Le monde, tel que l'imagination le voit, est le monde réel. Ce ne sont pas les faits, mais le fruit de l'imagination qui façonne notre vie quotidienne. Ce sont les personnes exactes et littérales qui vivent dans un monde fictif. Seule l'imagination peut restaurer l'Eden dont l'expérience nous a chassés. L'imagination est le sens par lequel nous avons perçu ce qui précède, le pouvoir par lequel nous transformons la vision en réalité. Chaque étape du progrès de l'homme se fait par l'exercice de l'imagination. C'est seulement parce que les hommes n'imaginent pas et ne croient pas parfaitement que leurs résultats sont parfois incertains alors qu'ils pourraient toujours être parfaitement certains.
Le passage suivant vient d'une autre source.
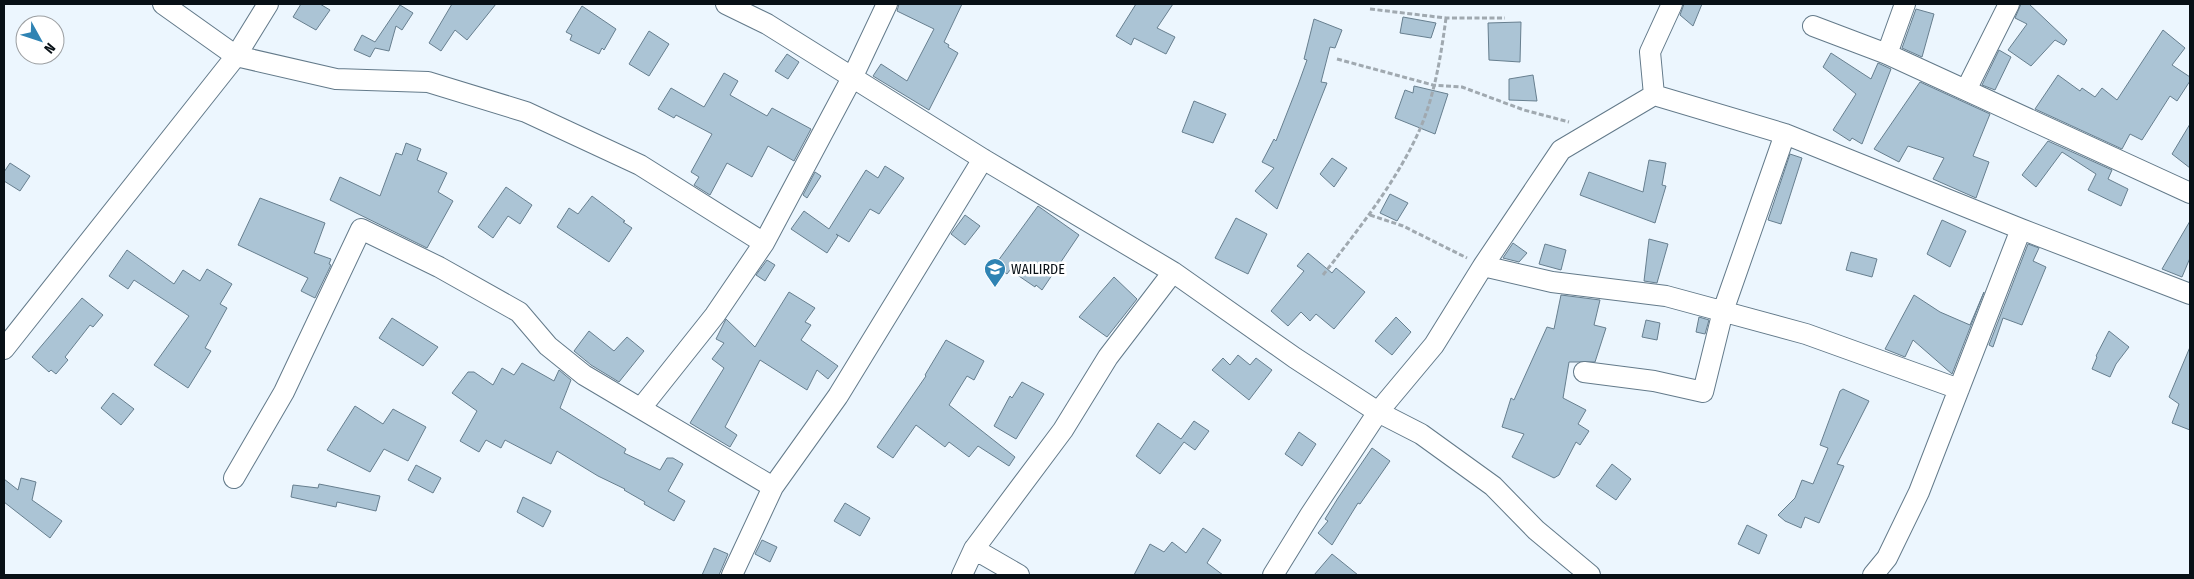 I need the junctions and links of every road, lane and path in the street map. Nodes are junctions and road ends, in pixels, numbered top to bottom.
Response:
1 (162, 4) edge
2 (268, 4) edge
3 (726, 4) edge
4 (888, 4) edge
5 (1672, 4) edge
6 (1905, 4) edge
7 (2009, 4) edge
8 (1370, 9) dead end
9 (1446, 18) junction
10 (1505, 18) dead end
11 (1813, 26) dead end
12 (1887, 54) junction
13 (236, 56) junction
14 (1337, 59) dead end
15 (853, 76) junction
16 (1433, 85) junction
17 (1966, 90) junction
18 (1654, 95) junction
19 (1596, 129) junction
20 (1785, 134) junction
21 (983, 159) junction
22 (2190, 193) edge
23 (1370, 215) junction
24 (2021, 229) junction
25 (764, 243) junction
26 (1483, 266) junction
27 (1173, 272) junction
28 (1323, 275) dead end
29 (2190, 294) edge
30 (1723, 311) junction
31 (4, 349) edge
32 (1584, 372) dead end
33 (1959, 389) junction
34 (641, 408) junction
35 (1378, 412) junction
36 (234, 478) dead end
37 (773, 487) junction
38 (974, 549) junction
39 (732, 575) edge
40 (962, 575) edge
41 (1019, 575) edge
42 (1272, 575) edge
43 (1590, 575) edge
44 (1873, 575) edge

1 - 13 street
2 - 13 street
3 - 15 street
4 - 15 street
5 - 18 street
6 - 12 street
7 - 17 street
8 - 9 path
9 - 10 path
9 - 16 path
11 - 12 street
12 - 17 street
13 - 25 street
13 - 31 street
14 - 16 path
15 - 21 street
15 - 25 street
16 - 19 path
16 - 23 path
17 - 22 street
18 - 19 street
18 - 20 street
19 - 26 street
20 - 24 street
20 - 30 street
21 - 27 street
21 - 37 street
23 - 26 path
23 - 28 path
24 - 29 street
24 - 33 street
25 - 34 street
26 - 30 street
26 - 35 street
27 - 35 street
27 - 38 street
30 - 32 street
30 - 33 street
33 - 44 street
34 - 36 street
34 - 37 street
35 - 42 street
35 - 43 street
37 - 39 street
38 - 40 street
38 - 41 street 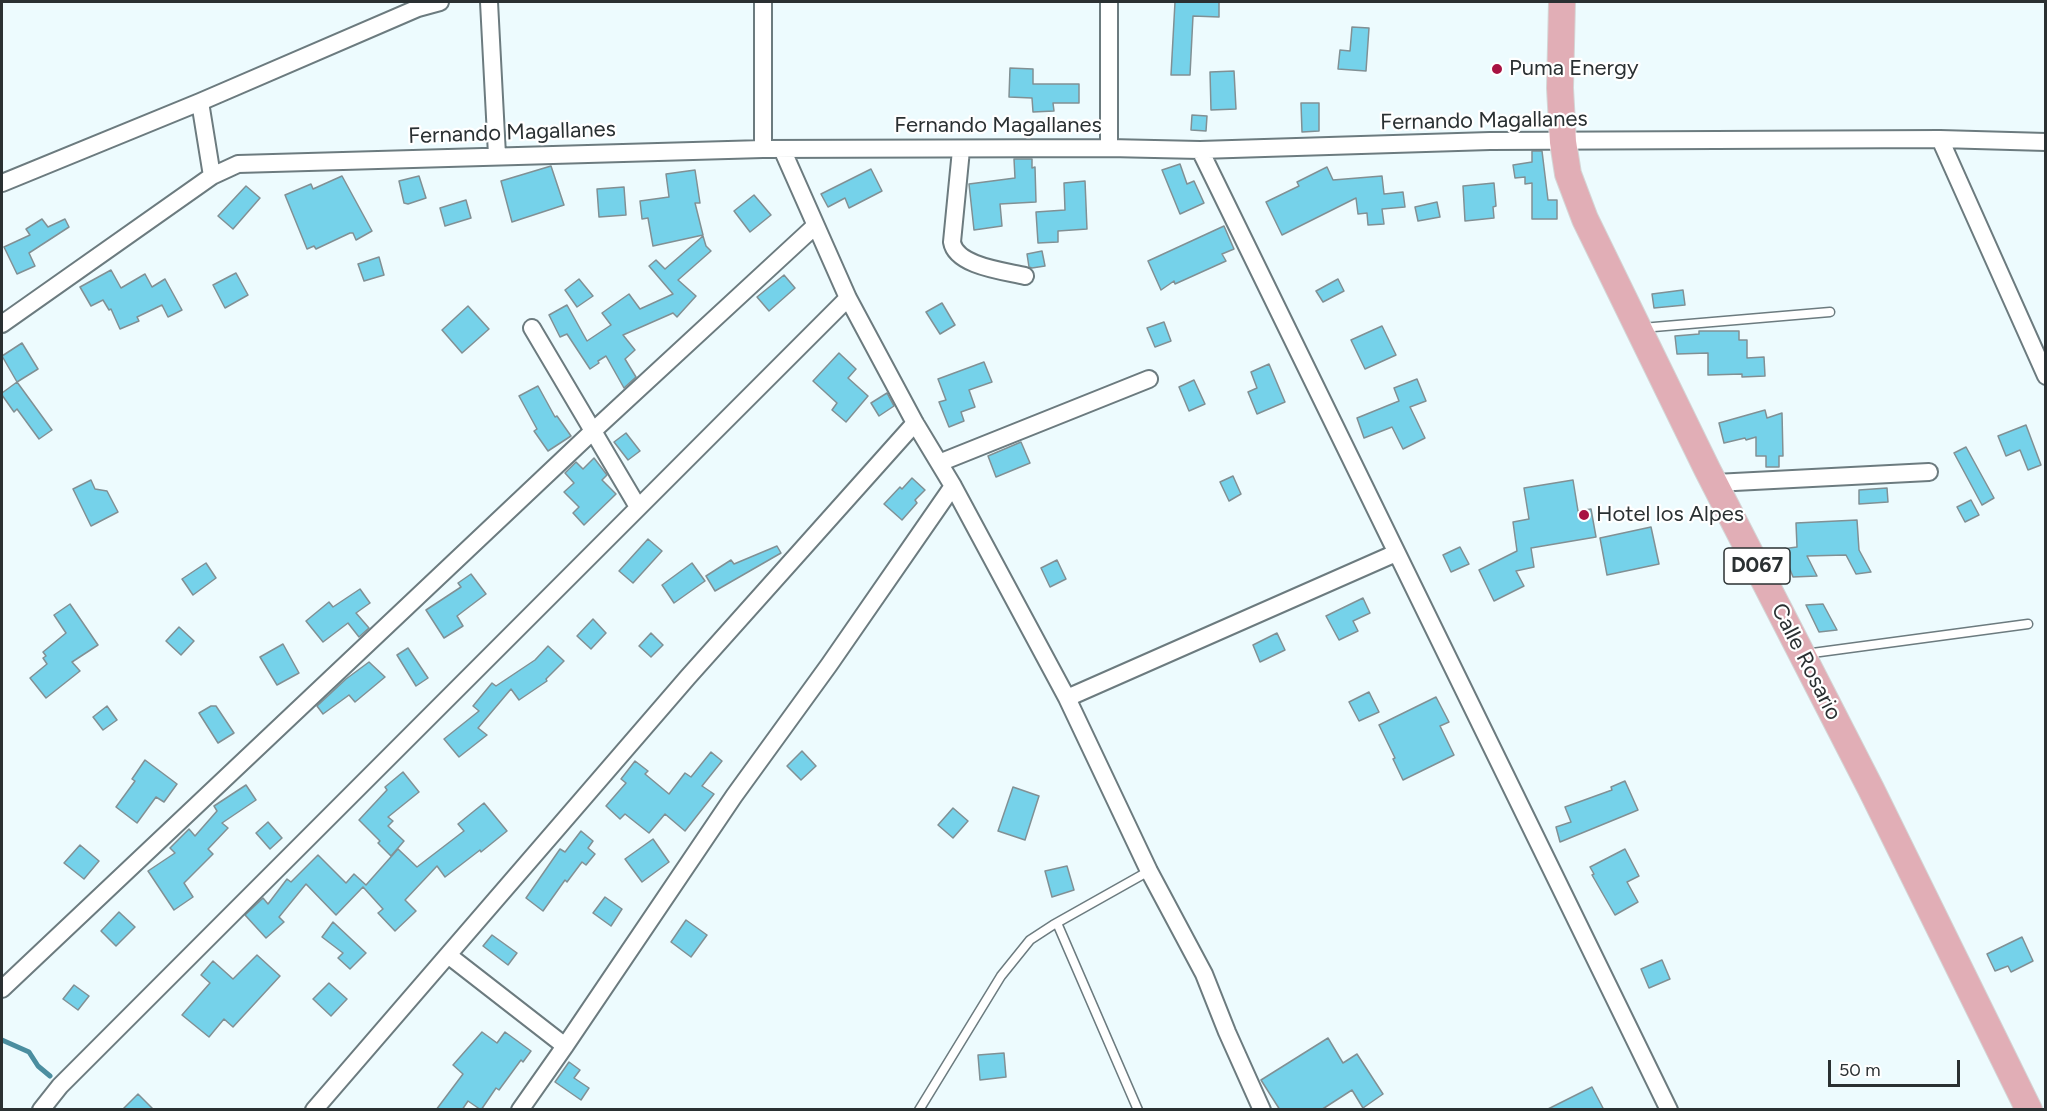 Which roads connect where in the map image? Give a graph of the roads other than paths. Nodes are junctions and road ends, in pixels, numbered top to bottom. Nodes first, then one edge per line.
1 (440, 2) edge
2 (489, 2) edge
3 (763, 2) edge
4 (1109, 2) edge
5 (1562, 2) edge
6 (200, 102) junction
7 (1940, 140) junction
8 (1563, 142) junction
9 (2046, 142) edge
10 (1109, 148) junction
11 (763, 149) junction
12 (782, 149) junction
13 (962, 150) junction
14 (1200, 150) junction
15 (497, 155) junction
16 (212, 176) junction
17 (2, 183) edge
18 (815, 226) junction
19 (1025, 276) dead end
20 (848, 298) junction
21 (1830, 312) dead end
22 (2, 324) edge
23 (532, 328) dead end
24 (1638, 328) junction
25 (2046, 376) edge
26 (1149, 379) dead end
27 (915, 423) junction
28 (593, 432) junction
29 (939, 463) junction
30 (1929, 472) dead end
31 (1715, 483) junction
32 (953, 486) junction
33 (638, 507) junction
34 (1396, 553) junction
35 (2028, 624) dead end
36 (1802, 655) junction
37 (1067, 698) junction
38 (1149, 871) junction
39 (1057, 923) junction
40 (448, 955) junction
41 (2, 989) edge
42 (565, 1046) junction
43 (41, 1110) edge
44 (314, 1110) edge
45 (520, 1110) edge
46 (919, 1110) edge
47 (1138, 1110) edge
48 (1262, 1110) edge
49 (1669, 1110) edge
50 (2029, 1110) edge

1 - 6 street
2 - 15 street
3 - 11 street
4 - 10 street
5 - 8 main road, Calle Rosario / D067
6 - 16 street
6 - 17 street
7 - 8 street, Fernando Magallanes
7 - 9 street, Fernando Magallanes
7 - 25 street
8 - 14 street, Fernando Magallanes
8 - 24 main road, Calle Rosario / D067
10 - 13 street, Fernando Magallanes
10 - 14 street, Fernando Magallanes
11 - 12 street, Fernando Magallanes
11 - 15 street, Fernando Magallanes
12 - 13 street, Fernando Magallanes
12 - 18 street
13 - 19 street
14 - 34 street
15 - 16 street, Fernando Magallanes
16 - 22 street, Fernando Magallanes
18 - 20 street
18 - 28 street
20 - 27 street
20 - 33 street
21 - 24 lane
23 - 28 street
24 - 31 main road, Calle Rosario / D067
26 - 29 street
27 - 29 street
27 - 40 street
28 - 33 street
28 - 41 street
29 - 32 street
30 - 31 street
31 - 36 main road, Calle Rosario / D067
32 - 37 street
32 - 42 street
33 - 43 street
34 - 37 street
34 - 49 street
35 - 36 lane
36 - 50 main road, Calle Rosario / D067
37 - 38 street
38 - 39 lane
38 - 48 street
39 - 46 lane
39 - 47 lane
40 - 42 street
40 - 44 street
42 - 45 street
L'imagination déterminée est le point de départ de toute opération réussie. L'imagination, seule, est le moyen de réaliser l'intention. L'homme qui, à volonté, peut évoquer toutes les images qui lui plaisent est, en vertu de la puissance de son imagination, le moins sujet au caprice. Le solitaire ou le captif peut, par l'intensité de son imagination et de ses sentiments, toucher des myriades de personnes, de sorte qu'il peut agir par l'intermédiaire de nombreux hommes et parler par l'intermédiaire de nombreuses voix.
"Nous ne pourrons jamais être certains", écrit William Butler Yeats dans son ouvrage IDEES DU BIEN ET DU MAL, "que ce n'est pas une femme foulant le pressoir qui a amorcé ce changement subtil dans l'esprit des hommes, ou que la passion n'a pas pris naissance dans l'esprit d'un berger, illuminant ses yeux pendant un moment avant qu'elle ne se mette en route".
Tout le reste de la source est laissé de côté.